73.40. In a Supreme Court judgment reported in 19701, it was observed that an accomplice is competent to depose but, as a rule of caution, it will be unsafe to convict upon his testimony alone. These observations were made with reference to evidence of an approver. As to the nature of corroborative evidence, it was laid down clearly that it must confirm that part of the testimony which suggests that the crime was committed by the accused. On the facts, corroborative evidence was held to be sufficient. In an earlier case,2 it was even said that the test of reliability of approver's and accomplices evidence was for the court to be satisfied that there was nothing inherently impossible in their evidence. After that conclusion is reached as to reliability, corroboration is required.

1. Sheshanna v. State of Maharashtra, AIR 1970 SC 1330.

2. Lachi Ram, AIR 1967 SC 792.

73.41. It would appear that while for some time, particularly in the Bombay and Madras High Courts, there existed a controversy or uncertainty as to whether there was a rigid rule that the evidence of the accomplice must be corroborated, there has now come to be recognised a mandatory rule to that effect. It is in this sense-that the latter half of section 133, which provides that the conviction is legal, is a dead letter. The first half of section 133, which provides that an accomplice is a competent witness, though a redundant provision in view of section 118, is harmless. But the latter part cannot be described as merely harmless, because it creates a noticeable conflict with section 114, illustration (b), as judicially construed. In other words, if one reads the judicial construction especially during the recently decided cases, on section 114, illustration (b), one cannot deny that it is squarely inconsistent with the latter half of section 133.

73.42. The view taken by the majority judgment in the madras case1 and the minority judgment may be cited as examples.
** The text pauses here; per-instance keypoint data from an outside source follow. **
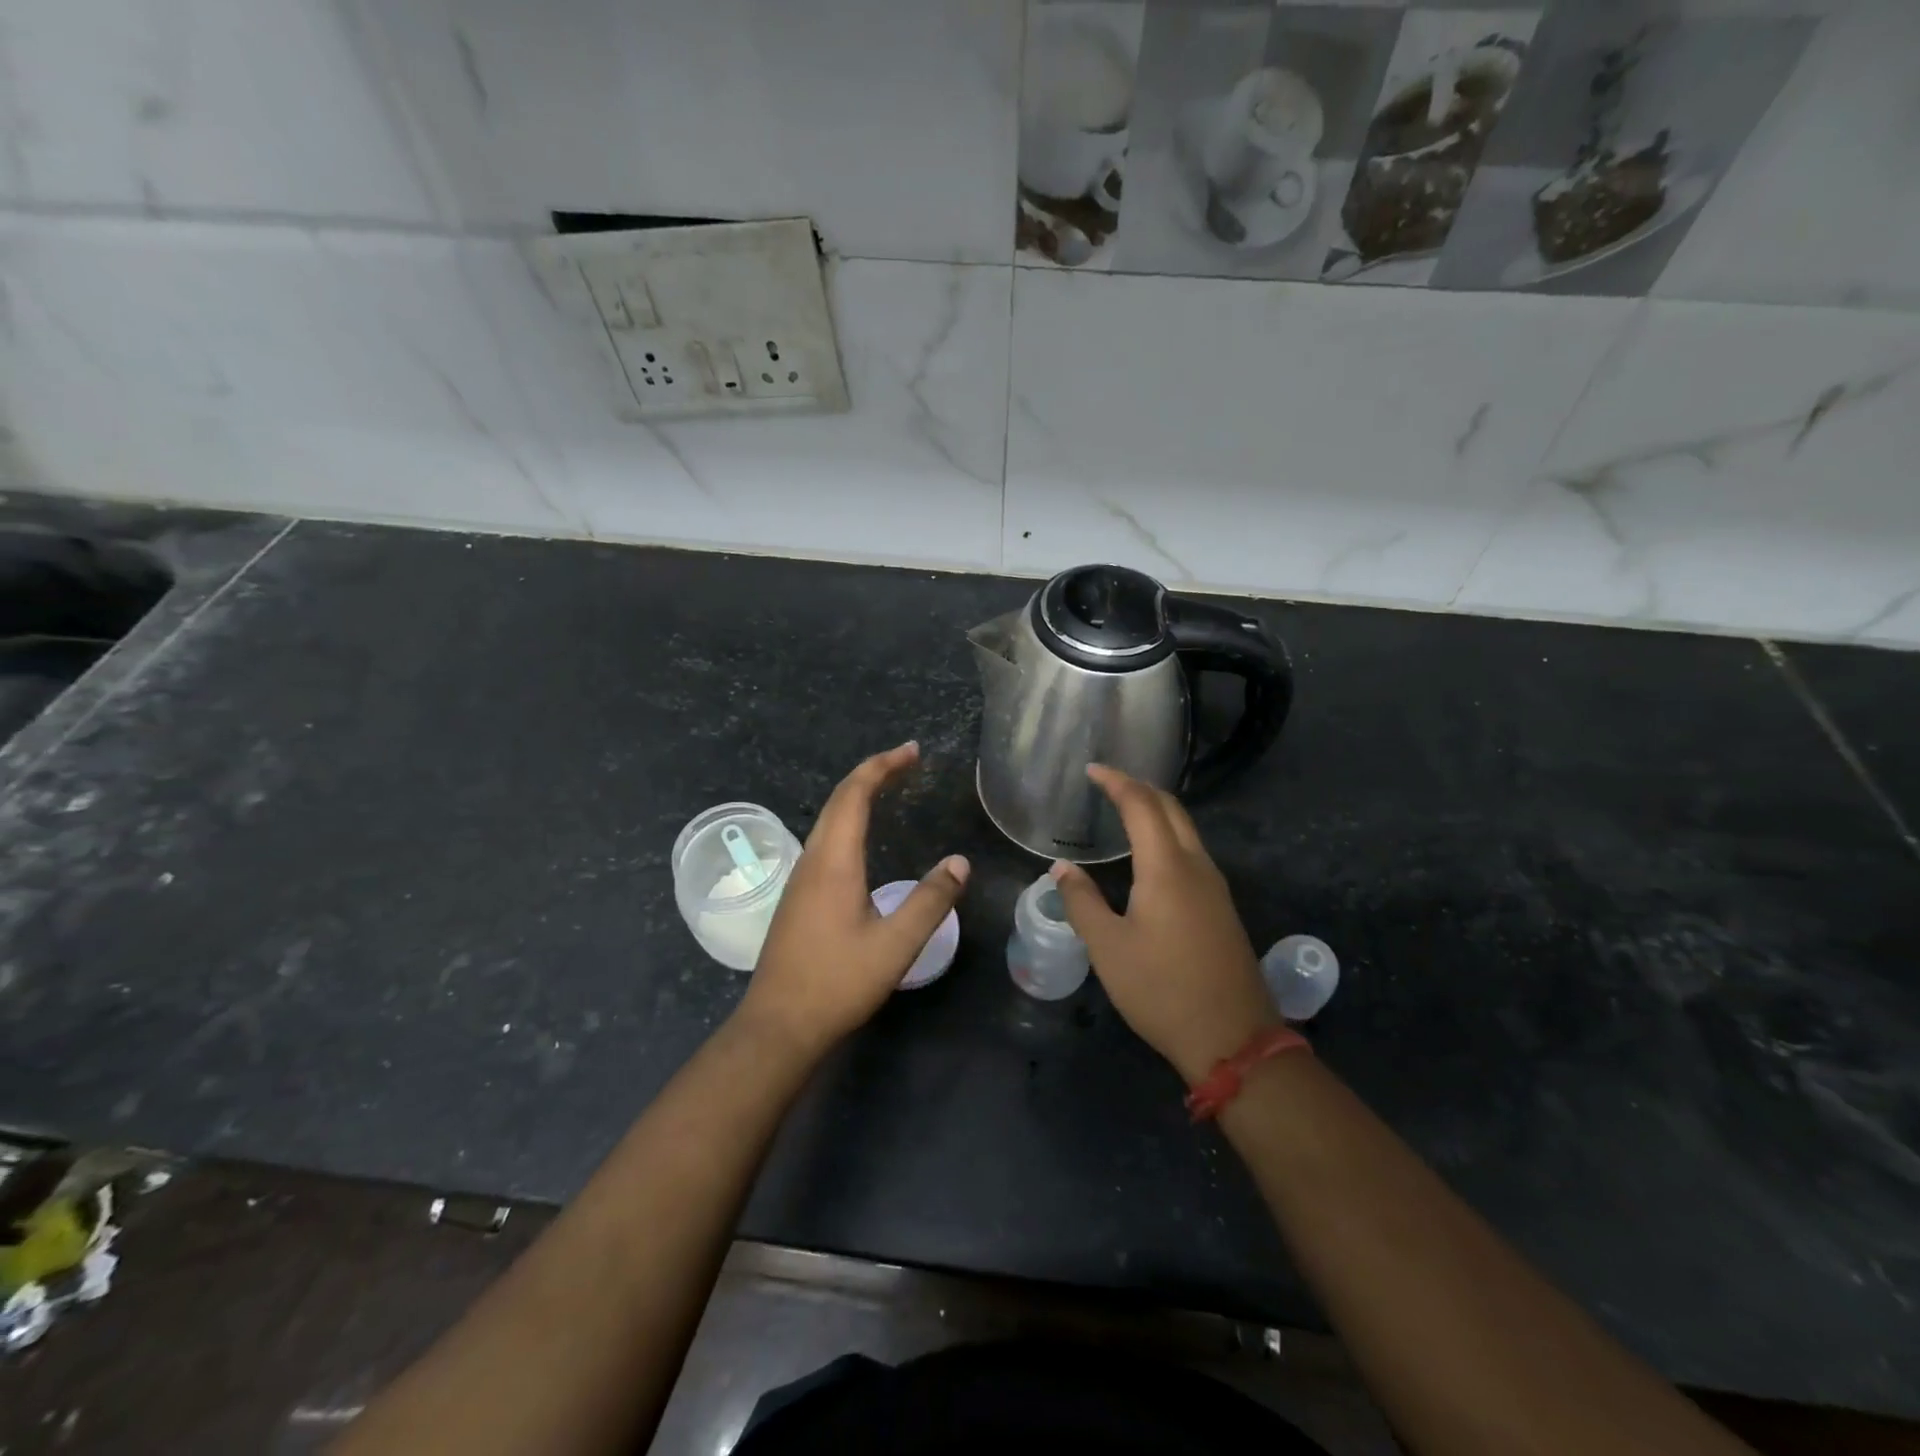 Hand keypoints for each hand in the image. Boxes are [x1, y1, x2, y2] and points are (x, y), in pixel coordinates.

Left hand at [737, 742, 969, 1057]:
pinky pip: (825, 841)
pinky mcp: (798, 898)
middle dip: (872, 773)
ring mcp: (800, 879)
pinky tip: (863, 841)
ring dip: (857, 796)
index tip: (912, 752)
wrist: (778, 1025)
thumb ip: (929, 902)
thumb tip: (959, 862)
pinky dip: (848, 822)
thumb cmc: (837, 982)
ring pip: (828, 821)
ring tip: (889, 790)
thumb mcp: (894, 945)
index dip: (882, 766)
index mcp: (833, 862)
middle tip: (907, 762)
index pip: (854, 795)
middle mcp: (812, 860)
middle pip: (838, 800)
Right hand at [1050, 765, 1277, 1083]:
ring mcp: (1215, 886)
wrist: (1232, 1038)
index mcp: (1167, 868)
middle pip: (1171, 808)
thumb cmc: (1161, 990)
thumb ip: (1082, 901)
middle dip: (1139, 788)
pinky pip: (1192, 852)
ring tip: (1124, 811)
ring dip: (1157, 811)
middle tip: (1107, 784)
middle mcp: (1196, 866)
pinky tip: (1150, 854)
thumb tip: (1061, 868)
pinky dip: (1168, 835)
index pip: (1142, 805)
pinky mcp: (1221, 907)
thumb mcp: (1108, 948)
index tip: (1092, 770)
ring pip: (1186, 829)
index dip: (1116, 782) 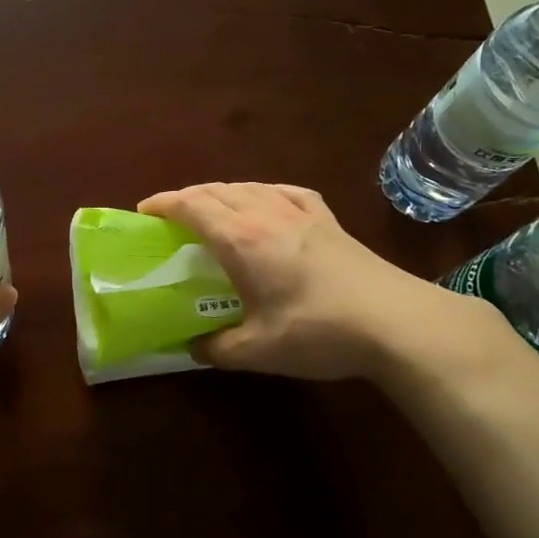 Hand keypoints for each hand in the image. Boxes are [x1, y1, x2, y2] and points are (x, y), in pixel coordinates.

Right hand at [137, 182, 510, 381]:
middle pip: (217, 190)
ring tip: (211, 210)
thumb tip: (194, 347)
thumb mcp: (258, 351)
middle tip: (170, 216)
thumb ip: (217, 349)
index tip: (143, 212)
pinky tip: (266, 201)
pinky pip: (285, 191)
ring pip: (249, 187)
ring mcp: (302, 212)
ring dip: (222, 192)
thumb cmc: (318, 332)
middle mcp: (266, 213)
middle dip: (187, 197)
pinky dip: (263, 192)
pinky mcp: (328, 219)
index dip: (164, 203)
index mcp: (242, 238)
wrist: (394, 321)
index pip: (192, 206) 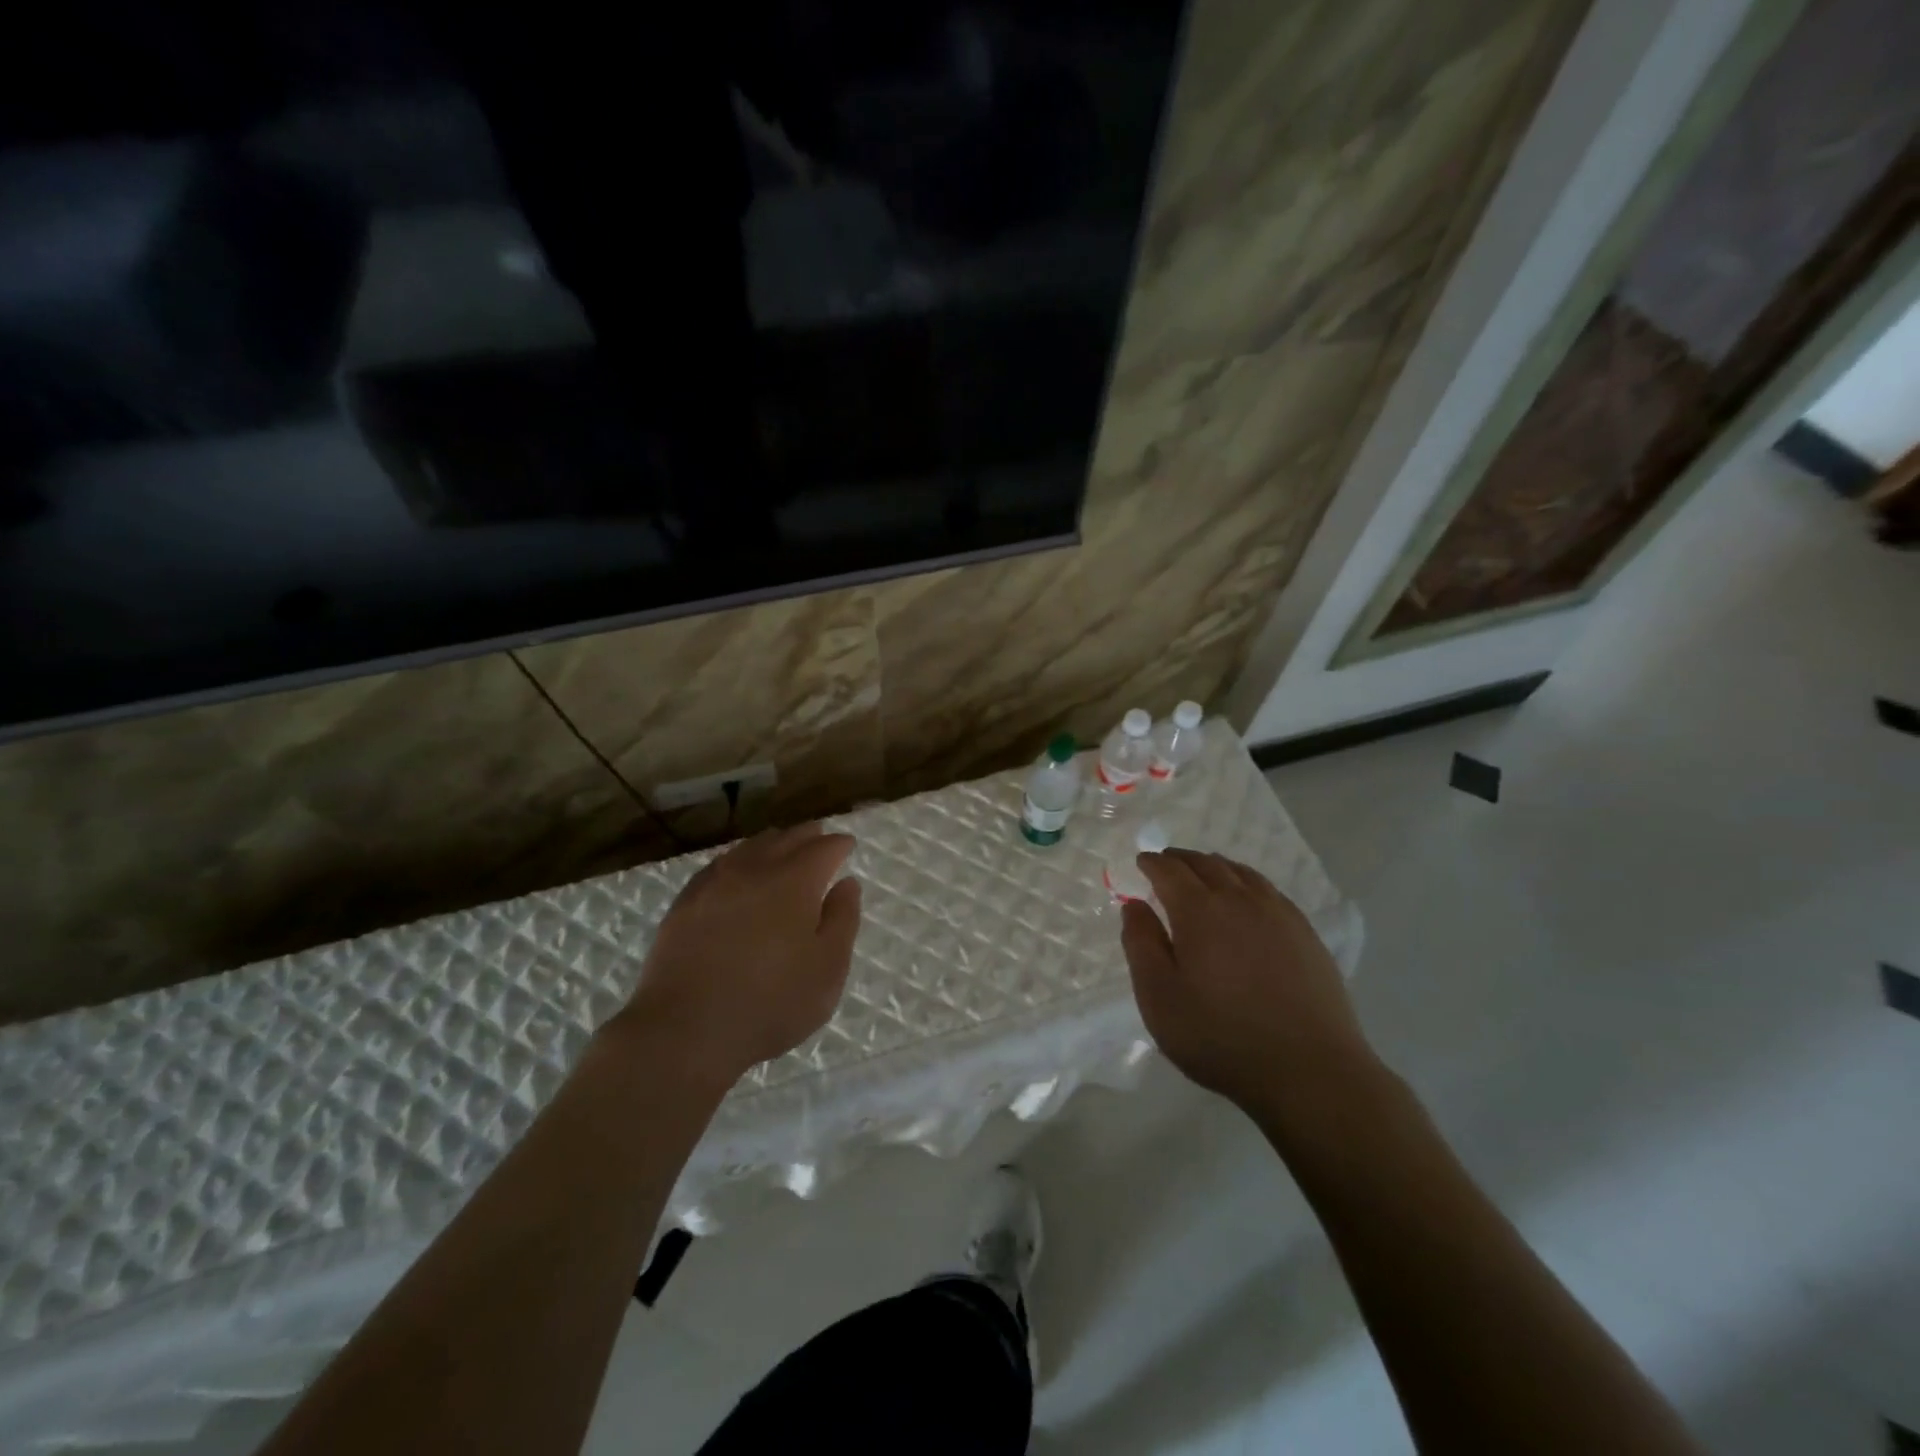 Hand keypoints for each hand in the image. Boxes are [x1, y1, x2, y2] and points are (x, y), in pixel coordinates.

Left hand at [615, 825, 861, 1088]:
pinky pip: (719, 865)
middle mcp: (754, 870)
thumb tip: (847, 883)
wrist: (684, 1030)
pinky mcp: (685, 902)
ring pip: (749, 847)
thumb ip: (842, 920)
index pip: (823, 848)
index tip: (848, 846)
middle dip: (808, 836)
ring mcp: (714, 883)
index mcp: (794, 881)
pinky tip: (737, 871)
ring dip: (772, 843)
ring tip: (782, 847)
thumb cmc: (770, 1004)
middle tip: (820, 838)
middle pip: (786, 839)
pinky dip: (738, 860)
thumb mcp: (827, 969)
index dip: (839, 844)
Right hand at [1119, 849, 1374, 1113]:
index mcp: (1199, 911)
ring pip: (1241, 873)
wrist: (1309, 1070)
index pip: (1170, 870)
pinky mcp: (1305, 933)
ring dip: (1215, 867)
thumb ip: (1141, 945)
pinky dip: (1246, 882)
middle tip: (1166, 863)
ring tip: (1203, 874)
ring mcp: (1278, 914)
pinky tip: (1247, 900)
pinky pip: (1268, 890)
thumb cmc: (1220, 1036)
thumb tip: (1134, 904)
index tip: (1141, 862)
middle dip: (1181, 859)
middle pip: (1206, 864)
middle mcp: (1239, 899)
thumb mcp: (1159, 998)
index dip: (1152, 863) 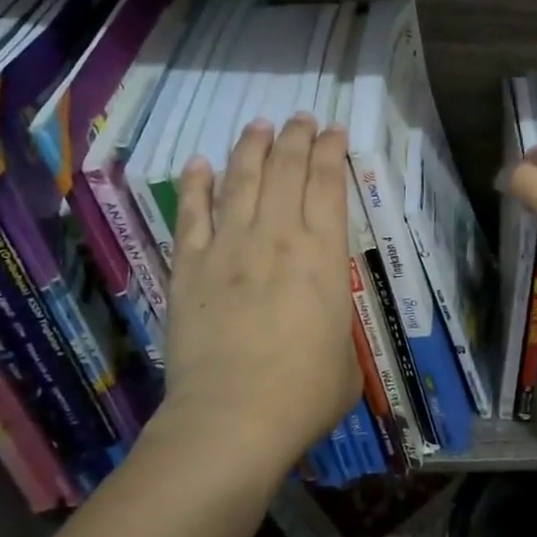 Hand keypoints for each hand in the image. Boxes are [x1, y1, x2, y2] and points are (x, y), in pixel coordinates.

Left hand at [160, 114, 361, 471]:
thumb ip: (336, 325)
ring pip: (240, 179)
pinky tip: (198, 164)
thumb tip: (325, 325)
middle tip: (301, 118)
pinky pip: (192, 213)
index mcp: (324, 254)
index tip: (334, 131)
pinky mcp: (189, 267)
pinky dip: (195, 184)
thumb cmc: (306, 393)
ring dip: (251, 148)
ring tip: (259, 126)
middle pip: (286, 169)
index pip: (329, 183)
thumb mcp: (347, 356)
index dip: (332, 151)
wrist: (234, 417)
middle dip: (296, 137)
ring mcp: (229, 247)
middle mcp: (278, 236)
The majority would take the view that a court may be warranted in declining to draw the presumption. Section 133 declares the law, while section 114 merely lays down certain presumption of fact. The minority would take the view that the presumption under illustration (b) must first be drawn. In the minority judgment, Shankaran Nayar, J. recognised the possibility of exceptional circumstances, but recent Indian decisions do not recognise even this possibility. The current view goes beyond the minority view. Even exceptional circumstances are not recognised.

1. ILR 35 Mad.

73.43. Presumption under section 114(b) practically mandatory.-

That the presumption under section 114 is mandatory, though not so expressed in the language, is fairly clear from the reported cases. In MacDonald's Case1 the Privy Council observed that "by every code of evidence, the testimony of a professed accomplice requires to be carefully scrutinised with anxious search for corroboration". These observations, though not made, with reference to the Indian Act, state the correct principle.

1. W.C. Macdonald v. Pred Latimer 1929 PC 15 (18).

73.44. Suggestion considered.-

Thus, the position briefly is that-(i) section 114, illustration (b) is construed in practice as mandatory, and (ii) section 133, latter half, is a dead letter. The suggestion in concrete terms was to substitute one section, in place of section 114, illustration (b) and section 133.

73.45. Recommendation as to section 114 and section 133.-

While we entirely agree that an amendment is needed so as to remove the apparent inconsistency between the two provisions, we do not wish to make the provision in section 114, illustration (b), a mandatory one. As regards section 133, we think that the entire section should be deleted, instead of retaining its earlier half as was the suggestion. Our recommendation, then, is that a section 133 should be omitted, and that in section 114, illustration (b), the words "by independent evidence" should be added after the words "material particulars", that being the general understanding of the nature of corroborative evidence required in respect of accomplices.